[Saved entries]
++++++++++++++++++++

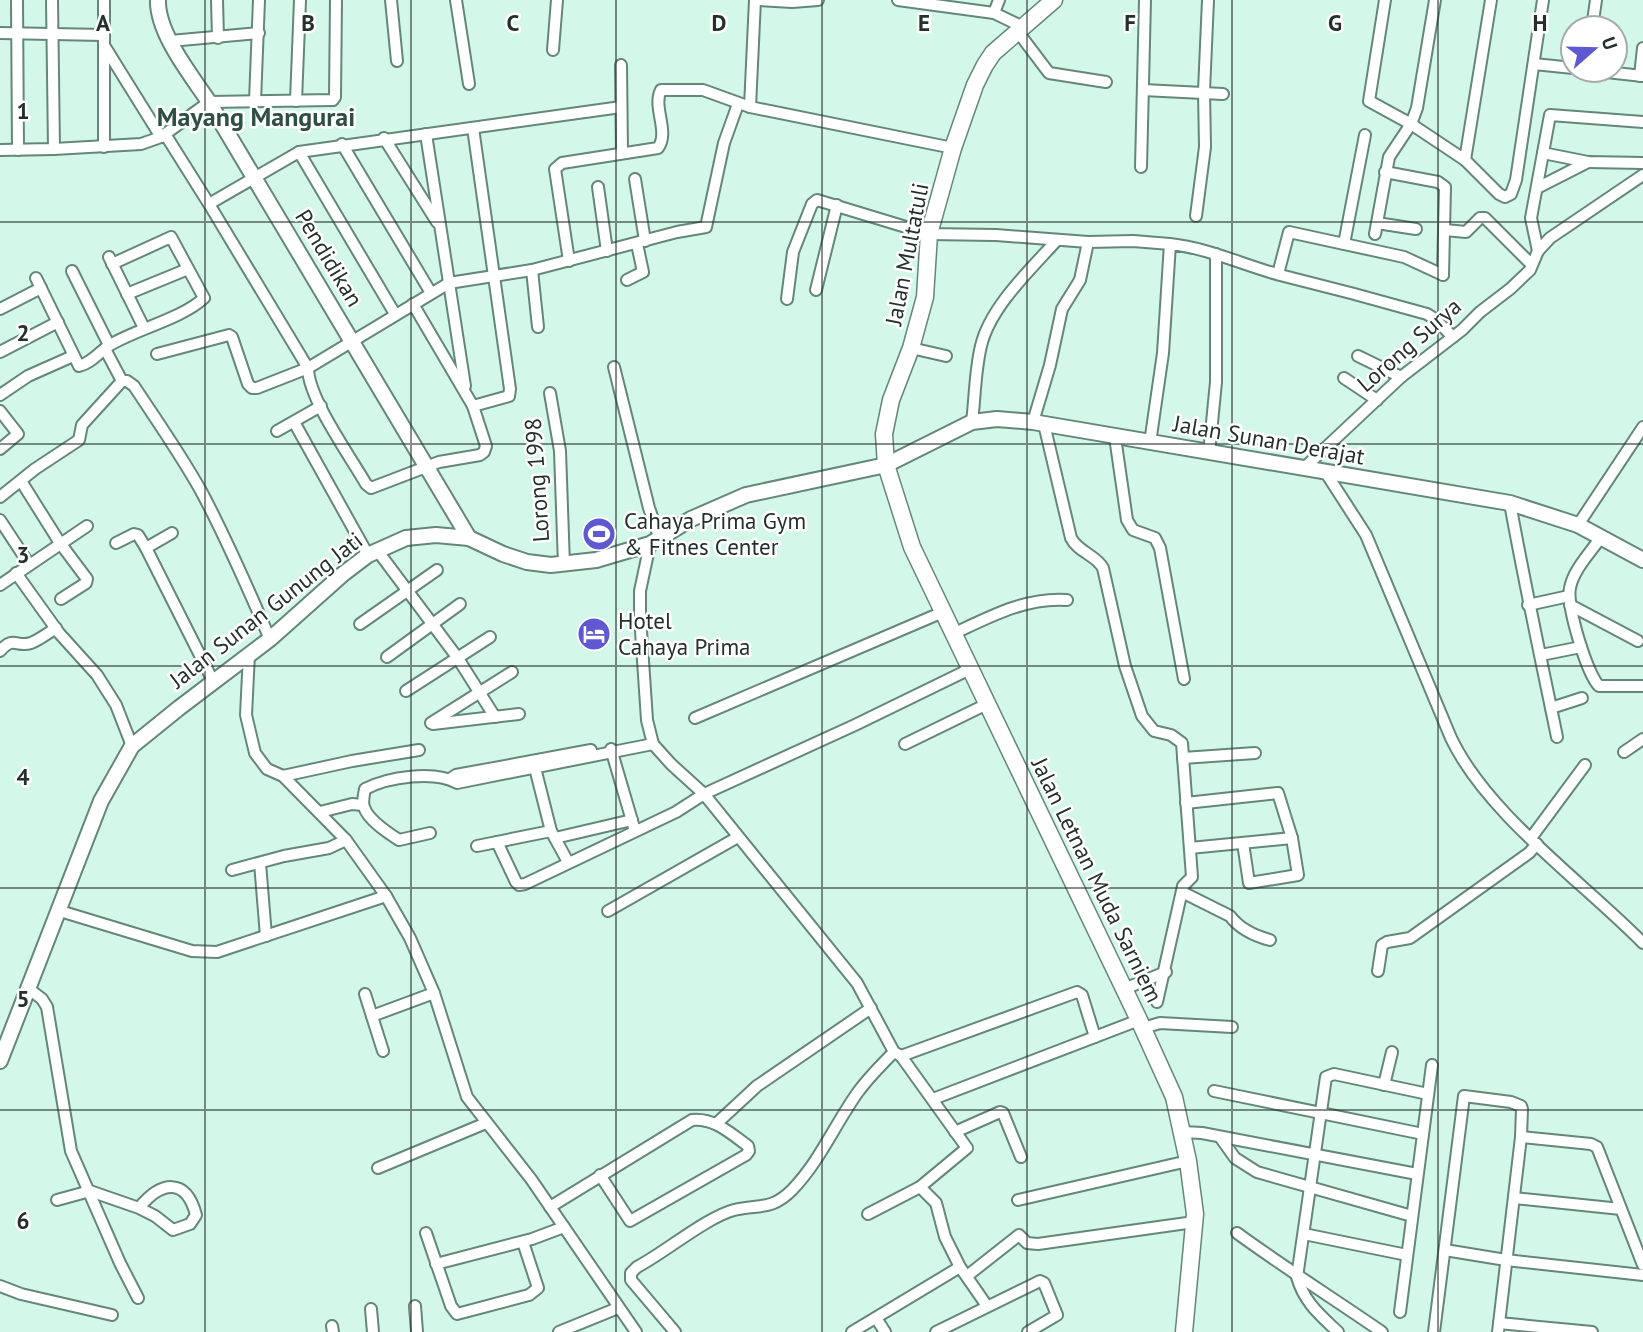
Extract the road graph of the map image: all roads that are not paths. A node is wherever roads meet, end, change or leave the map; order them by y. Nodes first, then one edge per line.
1 (17, 0) edge
2 (52, 0) edge
3 (104, 0) edge
4 (158, 0) edge
5 (218, 0) edge
6 (259, 0) edge
7 (300, 0) edge
8 (336, 0) edge
9 (391, 0) edge
10 (456, 0) edge
11 (557, 0) edge
12 (757, 0) edge
13 (809, 0) edge
14 (818, 0) edge
15 (898, 0) edge
16 (999, 0) edge
17 (1054, 0) edge
18 (1144, 0) edge
19 (1208, 0) edge
20 (1385, 0) edge
21 (1435, 0) edge
22 (1491, 0) edge
23 (1543, 0) edge
24 (994, 13) junction
25 (1020, 29) junction
26 (0, 33) edge
27 (18, 33) junction
28 (53, 33) junction
29 (259, 33) junction
30 (218, 38) junction
31 (104, 41) junction
32 (170, 41) junction
33 (1643, 48) edge
34 (553, 50) dead end
35 (397, 61) dead end
36 (1534, 64) junction
37 (621, 65) dead end
38 (1559, 67) edge
39 (1641, 76) edge
40 (1106, 82) dead end
41 (469, 84) dead end
42 (1143, 90) junction
43 (1204, 91) junction
44 (1223, 94) dead end
45 (256, 101) junction
46 (296, 101) junction
47 (209, 102) junction
48 (744, 105) junction
49 (621, 107) junction
50 (1643, 122) edge
51 (1411, 124) junction
52 (473, 128) junction
53 (426, 134) junction
54 (1365, 135) dead end
55 (163, 136) junction
56 (384, 138) junction
57 (342, 144) junction
58 (104, 147) junction
59 (953, 148) junction
60 (54, 149) junction
61 (0, 150) edge
62 (18, 150) junction
63 (299, 152) junction
64 (622, 152) junction
65 (1543, 153) junction
66 (1465, 160) junction
67 (1588, 162) junction
68 (1643, 163) edge
69 (1141, 167) dead end
70 (1385, 172) junction
71 (1643, 175) edge
72 (253, 177) junction
73 (635, 179) dead end
74 (598, 187) dead end
75 (1537, 188) junction
76 (209, 204) junction
77 (837, 205) junction
78 (1196, 216) dead end
79 (440, 227) junction
80 (1416, 229) dead end
81 (1445, 230) junction
82 (929, 234) junction
83 (1057, 240) junction
84 (641, 242) junction
85 (1088, 242) junction
86 (1170, 244) junction
87 (1344, 244) junction
88 (607, 251) junction
89 (1538, 251) junction
90 (1216, 254) junction
91 (569, 261) junction
92 (1531, 264) junction
93 (188, 269) junction
94 (532, 270) junction
95 (72, 271) dead end
96 (1278, 274) junction
97 (494, 277) junction
98 (627, 280) dead end
99 (449, 283) junction
100 (817, 290) dead end
101 (431, 293) junction
102 (127, 294) junction
103 (787, 299) dead end
104 (413, 304) junction
105 (0, 309) edge
106 (395, 314) junction
107 (58, 322) junction
108 (538, 327) dead end
109 (144, 328) junction
110 (1453, 337) junction
111 (353, 342) junction
112 (107, 347) junction
113 (911, 348) junction
114 (0, 352) edge
115 (158, 354) dead end
116 (73, 356) junction
117 (946, 356) dead end
118 (1358, 356) dead end
119 (614, 367) dead end
120 (308, 368) junction
121 (1401, 377) junction
122 (1344, 378) dead end
123 (122, 381) junction
124 (466, 392) junction
125 (550, 393) dead end
126 (0, 395) edge
127 (1377, 400) junction
128 (321, 406) junction
129 (473, 406) junction
130 (0, 411) edge
131 (294, 422) junction
132 (972, 422) junction
133 (1039, 423) junction
134 (1643, 427) edge
135 (277, 431) dead end
136 (1115, 436) junction
137 (1150, 443) junction
138 (0, 449) edge
139 (1209, 453) junction
140 (886, 465) junction
141 (427, 466) junction
142 (1303, 469) junction
143 (1326, 473) junction
144 (21, 481) junction
145 (0, 498) edge
146 (1510, 503) junction
147 (0, 520) edge
148 (1578, 525) junction
149 (87, 526) dead end
150 (172, 533) dead end
151 (1601, 537) junction
152 (469, 538) junction
153 (655, 541) junction
154 (60, 542) junction
155 (116, 543) dead end
156 (146, 548) junction
157 (372, 552) junction
158 (1643, 560) edge
159 (29, 564) junction
160 (564, 565) junction
161 (437, 570) dead end
162 (16, 573) junction
163 (0, 585) edge
164 (406, 590) junction
165 (61, 598) dead end
166 (1067, 600) dead end
167 (1570, 601) junction
168 (460, 604) dead end
169 (1528, 605) junction
170 (943, 612) junction
171 (360, 624) dead end
172 (432, 624) junction
173 (56, 628) junction
174 (953, 634) junction
175 (490, 637) dead end
176 (270, 639) junction
177 (1638, 641) dead end
178 (1581, 647) junction
179 (0, 651) edge
180 (250, 654) junction
181 (1541, 655) junction
182 (387, 657) dead end
183 (457, 657) junction
184 (970, 668) junction
185 (512, 672) dead end
186 (1184, 679) dead end
187 (213, 681) junction
188 (1643, 686) edge
189 (406, 691) dead end
190 (480, 691) junction
191 (1581, 698) dead end
192 (987, 704) junction
193 (1551, 708) junction
194 (519, 714) dead end
195 (495, 717) junction
196 (695, 718) dead end
197 (1557, 737) dead end
198 (1643, 739) edge
199 (653, 744) junction
200 (905, 744) dead end
201 (132, 746) junction
202 (419, 750) dead end
203 (614, 750) junction
204 (1624, 752) dead end
205 (1255, 753) dead end
206 (1183, 758) junction
207 (534, 765) junction
208 (1585, 765) dead end
209 (283, 775) junction
210 (704, 794) junction
211 (1186, 803) junction
212 (363, 805) junction
213 (320, 813) junction
214 (634, 825) junction
215 (430, 833) dead end
216 (553, 834) junction
217 (738, 837) junction
218 (1292, 838) junction
219 (346, 840) junction
220 (1534, 841) junction
221 (497, 842) junction
222 (1243, 843) junction
223 (477, 846) dead end
224 (1189, 848) junction
225 (568, 862) junction
226 (260, 863) junction
227 (232, 870) dead end
228 (1182, 892) junction
229 (386, 896) junction
230 (60, 911) junction
231 (608, 911) dead end
232 (266, 936) junction
233 (1270, 940) dead end
234 (1643, 943) edge
235 (1378, 971) dead end
236 (1166, 972) junction
237 (29, 989) junction
238 (1125, 989) junction
239 (434, 993) junction
240 (365, 994) dead end
241 (1157, 1002) dead end
242 (871, 1008) junction
243 (372, 1016) junction
244 (1141, 1024) junction
245 (1232, 1027) dead end
246 (5, 1034) edge
247 (1095, 1037) junction
248 (383, 1051) dead end
249 (1392, 1052) dead end
250 (897, 1054) junction
251 (0, 1061) edge
252 (1432, 1065) dead end
253 (1384, 1085) junction
254 (1214, 1091) dead end
255 (1429, 1094) junction
256 (933, 1099) junction
257 (1321, 1112) junction
258 (486, 1123) junction
259 (716, 1124) junction
260 (955, 1132) junction
261 (1183, 1132) junction
262 (1423, 1134) junction
263 (1220, 1137) junction
264 (1521, 1137) junction
265 (1315, 1154) junction
266 (1021, 1157) dead end
267 (1188, 1161) junction
268 (378, 1168) dead end
269 (1417, 1174) junction
270 (600, 1175) junction
271 (920, 1187) junction
272 (1309, 1188) junction
273 (90, 1191) junction
274 (1514, 1198) junction
275 (57, 1200) dead end
276 (1018, 1200) dead end
277 (550, 1207) junction
278 (139, 1208) junction
279 (1621, 1209) junction
280 (868, 1214) dead end
281 (1412, 1216) junction
282 (1194, 1222) junction
283 (564, 1227) junction
284 (426, 1233) dead end
285 (1237, 1233) dead end
286 (1304, 1234) junction
287 (523, 1242) junction
288 (1444, 1250) junction
289 (1407, 1255) junction
290 (1506, 1260) junction
291 (436, 1264) junction
292 (1643, 1265) edge
293 (963, 1272) junction
294 (1643, 1275) edge
295 (1297, 1277) junction
296 (0, 1286) edge
297 (1332, 1297) junction
298 (138, 1298) dead end
299 (415, 1306) dead end
300 (987, 1306) junction
301 (618, 1308) junction
302 (371, 1310) dead end
303 (1400, 1312) dead end
304 (1319, 1313) junction
305 (112, 1315) dead end
306 (876, 1318) junction
307 (1498, 1327) edge
308 (582, 1328) edge
309 (373, 1332) edge
310 (417, 1332) edge
311 (559, 1332) edge
312 (636, 1332) edge
313 (675, 1332) edge
314 (852, 1332) edge
315 (885, 1332) edge
316 (936, 1332) edge
317 (1028, 1332) edge
318 (1184, 1332) edge
319 (1338, 1332) edge
320 (1382, 1332) edge
321 (1434, 1332) edge
322 (1592, 1332) edge

1 - 27 street
2 - 28 street
3 - 31 street
4 - 32 street, Pendidikan
5 - 30 street
6 - 29 street
7 - 46 street
8 - 46 street
9 - 35 street
10 - 41 street
11 - 34 street
12 - 13 street
12 - 48 street
13 - 14 street
15 - 24 street
16 - 24 street
17 - 25 main road, Jalan Multatuli
18 - 42 street
19 - 43 street
20 - 51 street
21 - 51 street
22 - 66 street
23 - 36 street
24 - 25 street
25 - 40 street
25 - 59 main road, Jalan Multatuli
26 - 27 street
27 - 28 street
27 - 62 street
28 - 31 street
28 - 60 street
29 - 30 street
29 - 45 street
30 - 32 street
31 - 55 street
31 - 58 street
32 - 47 street, Pendidikan
33 - 39 street
36 - 38 street
36 - 66 street
37 - 49 street
42 - 43 street
42 - 69 street
43 - 44 street
43 - 78 street
45 - 46 street
45 - 47 street
47 - 55 street
47 - 72 street, Pendidikan
48 - 59 street
48 - 64 street
48 - 84 street
49 - 52 street
49 - 64 street
50 - 65 street
51 - 66 street
51 - 70 street
52 - 53 street
52 - 97 street
53 - 56 street
53 - 79 street
54 - 87 street
55 - 58 street
55 - 76 street
56 - 57 street
56 - 79 street
57 - 63 street
57 - 101 street
58 - 60 street
59 - 82 main road, Jalan Multatuli
60 - 62 street
61 - 62 street
63 - 72 street
63 - 106 street
64 - 91 street
65 - 67 street
65 - 75 street
67 - 68 street
67 - 75 street
70 - 80 street
70 - 81 street
71 - 89 street
72 - 76 street
72 - 111 street, Pendidikan
73 - 84 street
74 - 88 street
75 - 89 street
76 - 120 street
77 - 82 street
77 - 100 street
77 - 103 street
79 - 99 street
81 - 87 street
81 - 92 street
82 - 83 street
82 - 113 main road, Jalan Multatuli
83 - 85 street
83 - 132 street
84 - 88 street
84 - 98 street
85 - 86 street
85 - 133 street
86 - 90 street
86 - 137 street
87 - 96 street
88 - 91 street
89 - 92 street, Lorong Surya
90 - 96 street
90 - 139 street
91 - 94 street
92 - 110 street, Lorong Surya
93 - 102 street
93 - 102 street
93 - 109 street
94 - 97 street
94 - 108 street
95 - 112 street
96 - 110 street
97 - 99 street
97 - 129 street
99 - 101 street
99 - 124 street
101 - 104 street
102 - 109 street
104 - 106 street
104 - 124 street
105 - 107 street
106 - 111 street
107 - 114 street
107 - 116 street
109 - 112 street
110 - 121 street, Lorong Surya
111 - 120 street
111 - 141 street, Pendidikan
112 - 116 street
112 - 123 street
113 - 117 street
113 - 140 main road, Jalan Multatuli
115 - 120 street
116 - 126 street
118 - 121 street
119 - 153 street
120 - 128 street
121 - 127 street, Lorong Surya
122 - 127 street
123 - 144 street
123 - 176 street
124 - 129 street
125 - 160 street, Lorong 1998
127 - 142 street, Lorong Surya
128 - 131 street
128 - 141 street
129 - 141 street
130 - 138 street
131 - 135 street
131 - 157 street
132 - 133 street, Jalan Sunan Derajat
132 - 140 street, Jalan Sunan Derajat
133 - 136 street, Jalan Sunan Derajat
133 - 206 street
134 - 148 street
136 - 137 street, Jalan Sunan Derajat
136 - 186 street
137 - 139 street, Jalan Sunan Derajat
139 - 142 street, Jalan Sunan Derajat
140 - 153 street, Jalan Sunan Gunung Jati
140 - 170 main road, Jalan Letnan Muda Sarniem
141 - 152 street, Pendidikan
142 - 143 street, Jalan Sunan Derajat
143 - 146 street, Jalan Sunan Derajat
143 - 220 street
144 - 145 street
144 - 154 street
146 - 148 street, Jalan Sunan Derajat
146 - 169 street
147 - 159 street
148 - 151 street, Jalan Sunan Derajat
149 - 154 street
150 - 156 street
151 - 158 street, Jalan Sunan Derajat
151 - 167 street
152 - 157 street, Jalan Sunan Gunung Jati
152 - 160 street, Jalan Sunan Gunung Jati
153 - 160 street, Jalan Sunan Gunung Jati
153 - 199 street
154 - 159 street
154 - 165 street
155 - 156 street
156 - 187 street
157 - 164 street
157 - 176 street, Jalan Sunan Gunung Jati
159 - 162 street
161 - 164 street
162 - 163 street
162 - 173 street
164 - 171 street
164 - 172 street
166 - 174 street
167 - 169 street
167 - 177 street
167 - 178 street
168 - 172 street
169 - 181 street
170 - 174 main road, Jalan Letnan Muda Sarniem
170 - 196 street
172 - 182 street
172 - 183 street
173 - 179 street
173 - 201 street
174 - 184 main road, Jalan Letnan Muda Sarniem
175 - 183 street
176 - 180 street, Jalan Sunan Gunung Jati
178 - 181 street
178 - 188 street
180 - 187 street, Jalan Sunan Gunung Jati
180 - 209 street
181 - 193 street
183 - 189 street
183 - 190 street
184 - 192 main road, Jalan Letnan Muda Sarniem
184 - 210 street
185 - 190 street
187 - 201 street, Jalan Sunan Gunung Jati
190 - 195 street
190 - 195 street
191 - 193 street
192 - 200 street
192 - 238 main road, Jalan Letnan Muda Sarniem
193 - 197 street
194 - 195 street
198 - 204 street
199 - 203 street
199 - 210 street
201 - 230 street, Jalan Sunan Gunung Jati
202 - 209 street
203 - 207 street
203 - 214 street
205 - 206 street
206 - 211 street
207 - 212 street
207 - 216 street
208 - 220 street
209 - 213 street
210 - 214 street
210 - 217 street
211 - 218 street
211 - 224 street
212 - 213 street
212 - 215 street
213 - 219 street
214 - 216 street
214 - 225 street
216 - 221 street
216 - 225 street
217 - 231 street
217 - 242 street
218 - 222 street
218 - 222 street
219 - 226 street
219 - 229 street
220 - 234 street
220 - 235 street
221 - 223 street
221 - 225 street
222 - 224 street
224 - 228 street
226 - 227 street
226 - 232 street
228 - 233 street
228 - 236 street
229 - 232 street
229 - 239 street
230 - 232 street
230 - 237 street, Jalan Sunan Gunung Jati
236 - 238 street
236 - 241 street
237 - 246 street, Jalan Sunan Gunung Jati
237 - 273 street
238 - 244 main road, Jalan Letnan Muda Sarniem
239 - 243 street
239 - 258 street
240 - 243 street
242 - 250 street
242 - 259 street
243 - 248 street
244 - 245 street
244 - 247 street
244 - 261 main road, Jalan Letnan Muda Sarniem
246 - 251 street, Jalan Sunan Gunung Jati
247 - 250 street
247 - 256 street
249 - 253 street
250 - 256 street
250 - 313 street
252 - 255 street
253 - 255 street
253 - 257 street
254 - 257 street
255 - 262 street
256 - 260 street
257 - 262 street
257 - 265 street
258 - 268 street
258 - 277 street
259 - 270 street
259 - 270 street
260 - 266 street
260 - 271 street
261 - 263 street
261 - 267 main road, Jalan Letnan Muda Sarniem
262 - 269 street
263 - 265 street
263 - 272 street
264 - 274 street
264 - 279 street
264 - 288 street
265 - 269 street
265 - 272 street
267 - 276 street
267 - 282 main road, Jalan Letnan Muda Sarniem
269 - 281 street
270 - 277 street
271 - 280 street
271 - 293 street
272 - 281 street
272 - 286 street
273 - 275 street
273 - 278 street
273 - 298 street
274 - 279 street
274 - 290 street
277 - 283 street
278 - 278 street
279 - 292 street
281 - 289 street
282 - 293 street
282 - 318 main road, Jalan Letnan Muda Sarniem
283 - 287 street
283 - 301 street
284 - 291 street
285 - 295 street
286 - 289 street
286 - 295 street
287 - 291 street
287 - 291 street
288 - 290 street
288 - 321 street
289 - 303 street
290 - 294 street
290 - 307 street
293 - 300 street
293 - 306 street
295 - 297 street
295 - 304 street
296 - 305 street
297 - 304 street
297 - 320 street
299 - 310 street
300 - 316 street
300 - 317 street
301 - 308 street
301 - 312 street
302 - 309 street
304 - 319 street
306 - 314 street
306 - 315 street
307 - 322 street
308 - 311 street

++++++++++++++++++++

Your objective = Each line holding the string "Muda" counts once. Work out the number of such lines in the data and give only that.

Answer for the task = 10